Ranking All Public Enemy Studio Albums

Public Enemy

In 1985, the American hip-hop/rapping band known as Public Enemy first got its official formation by Carlton “Chuck D” Ridenhour and William “Flavor Flav” Drayton, Jr. out of Long Island, New York in 1985. Through their band, the two artists are known for their political opinions that have been put into their musical material that has spoken out against racism and the manipulative practices of mainstream media. Despite the many controversial subjects Public Enemy dared to take on in song and in public statements, the band is highly beloved among its fans, as well as many music critics who recognize talent in its best form when they see and hear it. Public Enemy is credited to be among the pioneers of hip-hop music, also referred to as rap music, and is often mentioned as the primary influence by newer musical acts as they get into the recording business themselves.

Public Enemy Discography

Still together as a band, Chuck D and Flavor Flav continue to perform, as well as stay in the fight of political and social causes that are of concern to them. Public Enemy’s discography includes fifteen studio albums, four compilation albums, four video albums, two live albums, two remix albums, and a soundtrack album. In total, there are forty-one singles to their credit, along with forty-one music videos.

15. Nothing Is Quick in the Desert

 

Released on June 29, 2017, (Nothing Is Quick in the Desert) became Public Enemy’s fourteenth studio album they recorded as a group. It received generally favorable reviews, but nothing extraordinary. The band’s explanation behind the album’s title noted their perception of how the general public sees the recording industry at its surface value and not always having the ability to see all the depths involved that see only the strong survive while the rest get buried in the sands of time.

14. New Whirl Order

 

The ninth studio album from Public Enemy was (New Whirl Order), which was released on November 1, 2005. Based on the New World Order conspiracy theory, the overall review of the album by music critics was mixed at best.
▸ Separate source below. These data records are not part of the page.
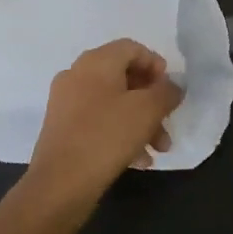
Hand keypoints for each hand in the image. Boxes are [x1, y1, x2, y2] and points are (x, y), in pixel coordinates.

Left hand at [24, 38, 181, 213]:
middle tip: (168, 123)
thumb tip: (173, 86)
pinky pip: (98, 121)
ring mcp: (66, 101)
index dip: (156, 65)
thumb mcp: (147, 111)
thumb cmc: (106, 137)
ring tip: (158, 150)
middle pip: (124, 77)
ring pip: (113, 103)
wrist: (59, 185)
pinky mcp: (62, 128)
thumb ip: (166, 92)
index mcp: (96, 61)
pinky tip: (138, 160)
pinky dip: (120, 133)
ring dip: (140, 122)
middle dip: (151, 101)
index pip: (132, 48)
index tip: (170, 91)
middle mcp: (77, 74)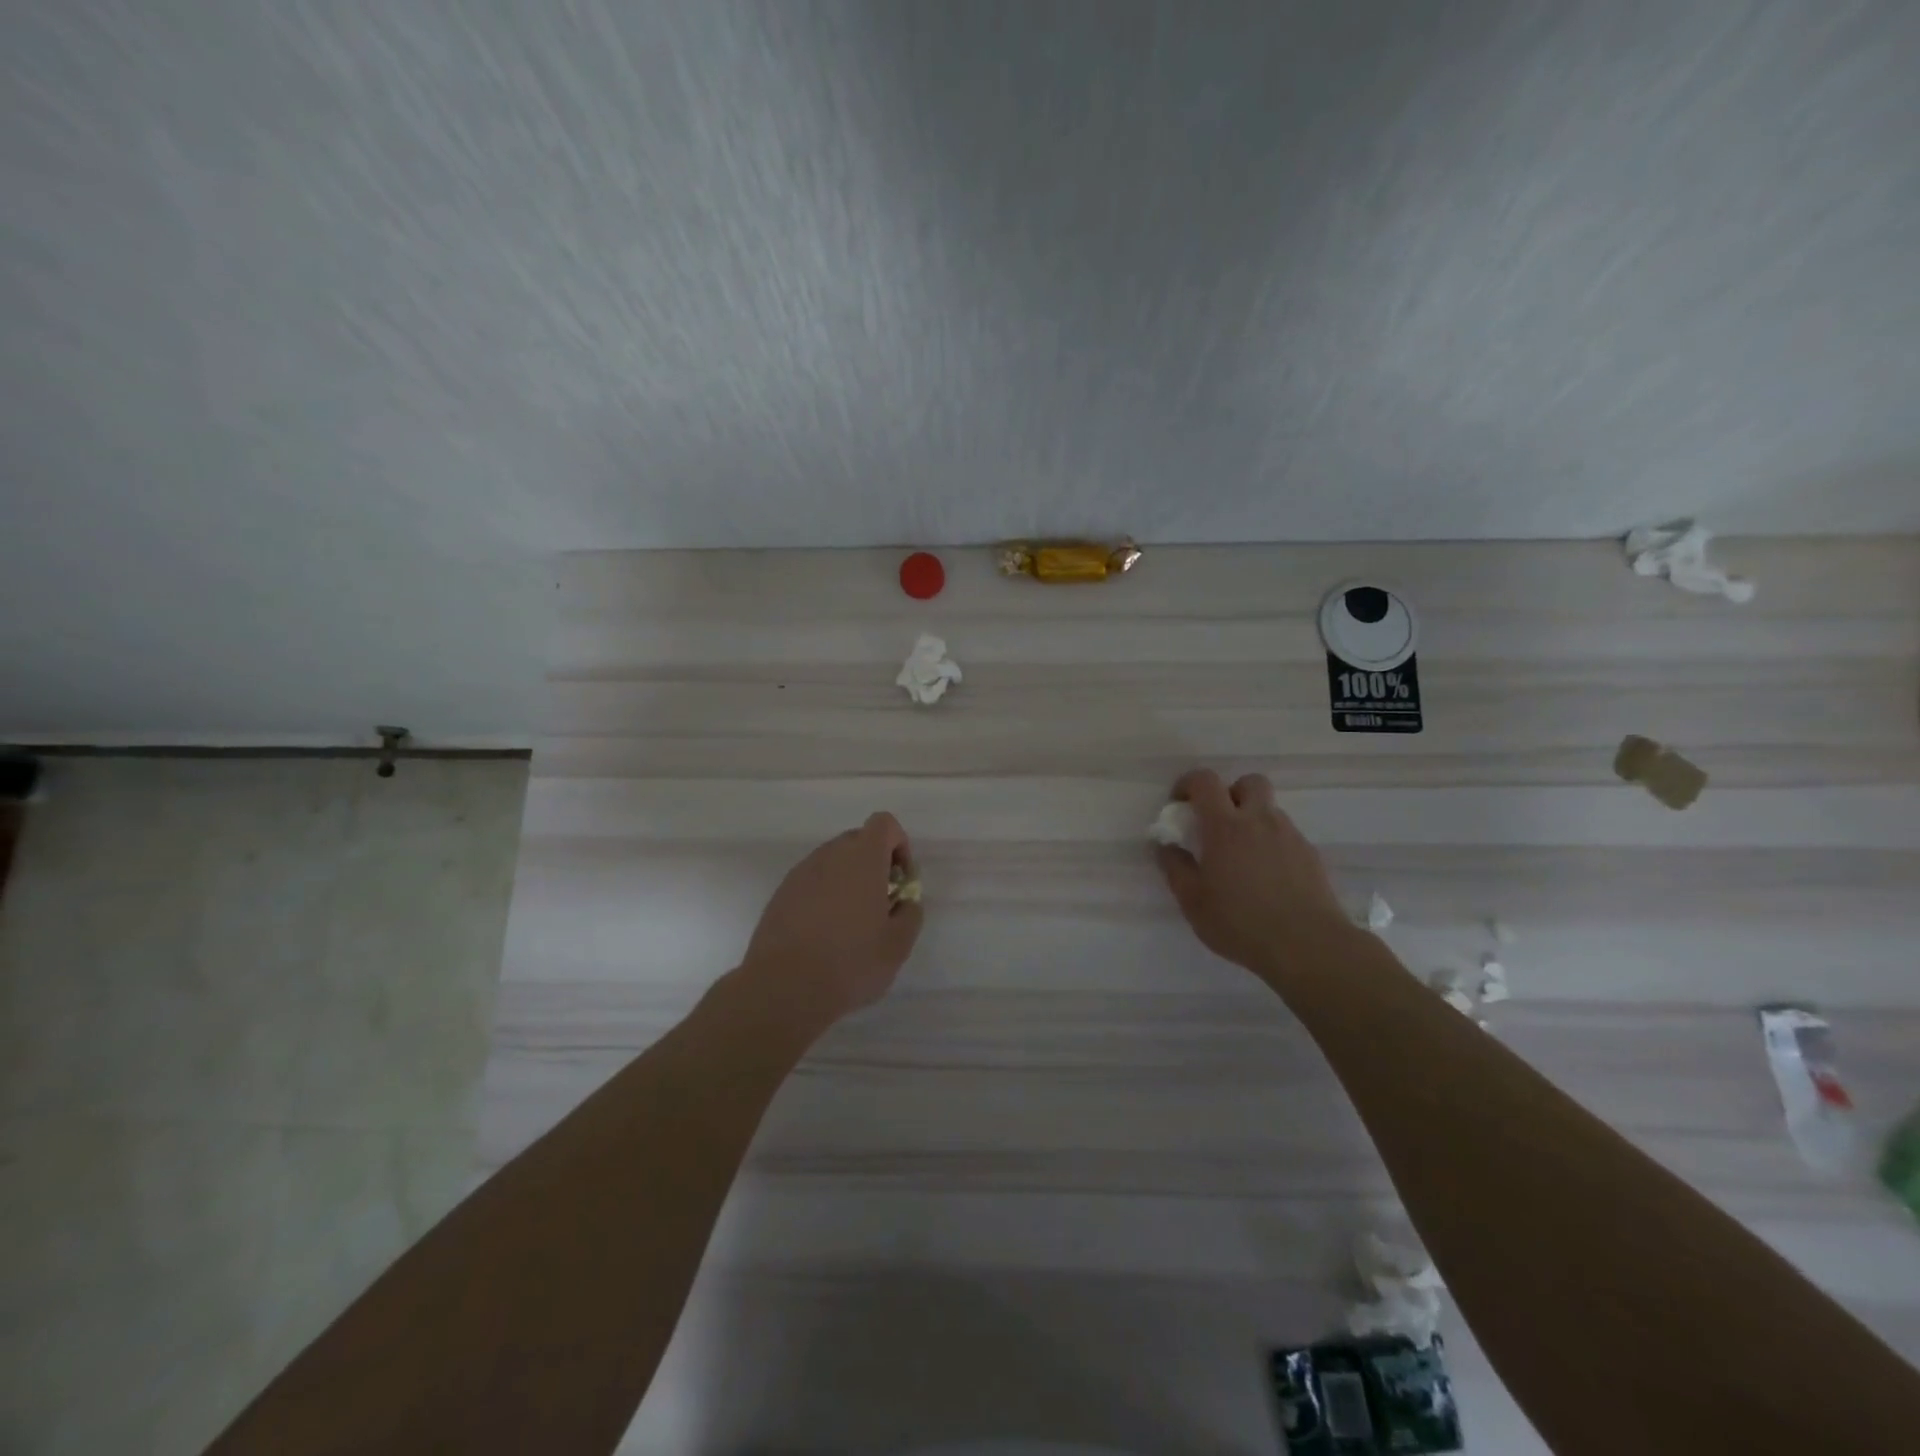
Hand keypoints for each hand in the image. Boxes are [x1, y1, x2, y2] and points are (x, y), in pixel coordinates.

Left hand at [738, 812, 922, 1028]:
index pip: (884, 823)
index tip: (900, 881)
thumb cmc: (850, 962)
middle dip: (875, 864)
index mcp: (862, 858)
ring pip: (833, 862)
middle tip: (881, 904)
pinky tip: (824, 934)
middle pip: (858, 840)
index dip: (899, 845)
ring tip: (851, 924)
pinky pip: (811, 881)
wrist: (783, 988)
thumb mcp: (898, 944)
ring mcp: (801, 873)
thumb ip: (910, 913)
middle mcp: (829, 855)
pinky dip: (824, 895)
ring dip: (848, 880)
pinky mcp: (781, 894)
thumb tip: (904, 902)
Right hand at [1154, 769, 1350, 976]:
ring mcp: (1290, 836)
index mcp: (1225, 826)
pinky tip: (1267, 878)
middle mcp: (1260, 820)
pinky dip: (1272, 845)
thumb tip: (1165, 846)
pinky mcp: (1311, 855)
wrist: (1308, 945)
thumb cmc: (1240, 922)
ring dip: (1253, 821)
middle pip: (1249, 782)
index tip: (1180, 805)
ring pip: (1270, 810)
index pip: (1205, 781)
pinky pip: (1286, 836)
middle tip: (1218, 823)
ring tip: (1242, 859)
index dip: (1188, 784)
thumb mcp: (1193, 901)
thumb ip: (1175, 868)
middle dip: (1231, 793)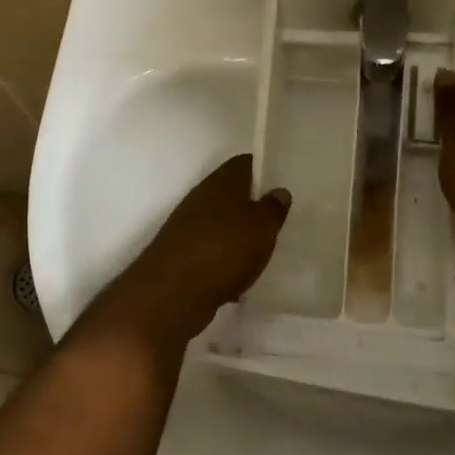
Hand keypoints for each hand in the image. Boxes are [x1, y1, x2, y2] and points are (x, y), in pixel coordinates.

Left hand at [124, 154, 290, 340]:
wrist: (173, 291)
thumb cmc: (225, 249)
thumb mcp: (262, 227)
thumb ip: (273, 208)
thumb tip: (279, 191)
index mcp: (222, 181)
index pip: (245, 163)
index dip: (264, 171)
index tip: (282, 186)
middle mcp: (201, 197)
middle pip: (232, 194)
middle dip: (252, 208)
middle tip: (277, 223)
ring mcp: (187, 225)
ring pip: (221, 224)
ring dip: (238, 237)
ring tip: (261, 254)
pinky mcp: (181, 253)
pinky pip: (210, 251)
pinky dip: (223, 262)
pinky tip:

Mojo Magazine, however, gave the album praise for Public Enemy’s passion for political and social issues pouring through its musical material.

13. Most of My Heroes Still Don’t Appear on No Stamp

 

Released on July 13, 2012, (Most of My Heroes Still Don’t Appear on No Stamp) was Public Enemy’s eleventh studio album. It received mostly positive reviews as the critics seemed to appreciate how the group stayed true to the original music roots that made them so popular among the fans, to begin with. Although it appears the general popularity of Public Enemy has waned over the years, loyalists also appreciate how Chuck D and Flavor Flav keep up with the times and the issues that come up that give them the material they need to keep the music coming.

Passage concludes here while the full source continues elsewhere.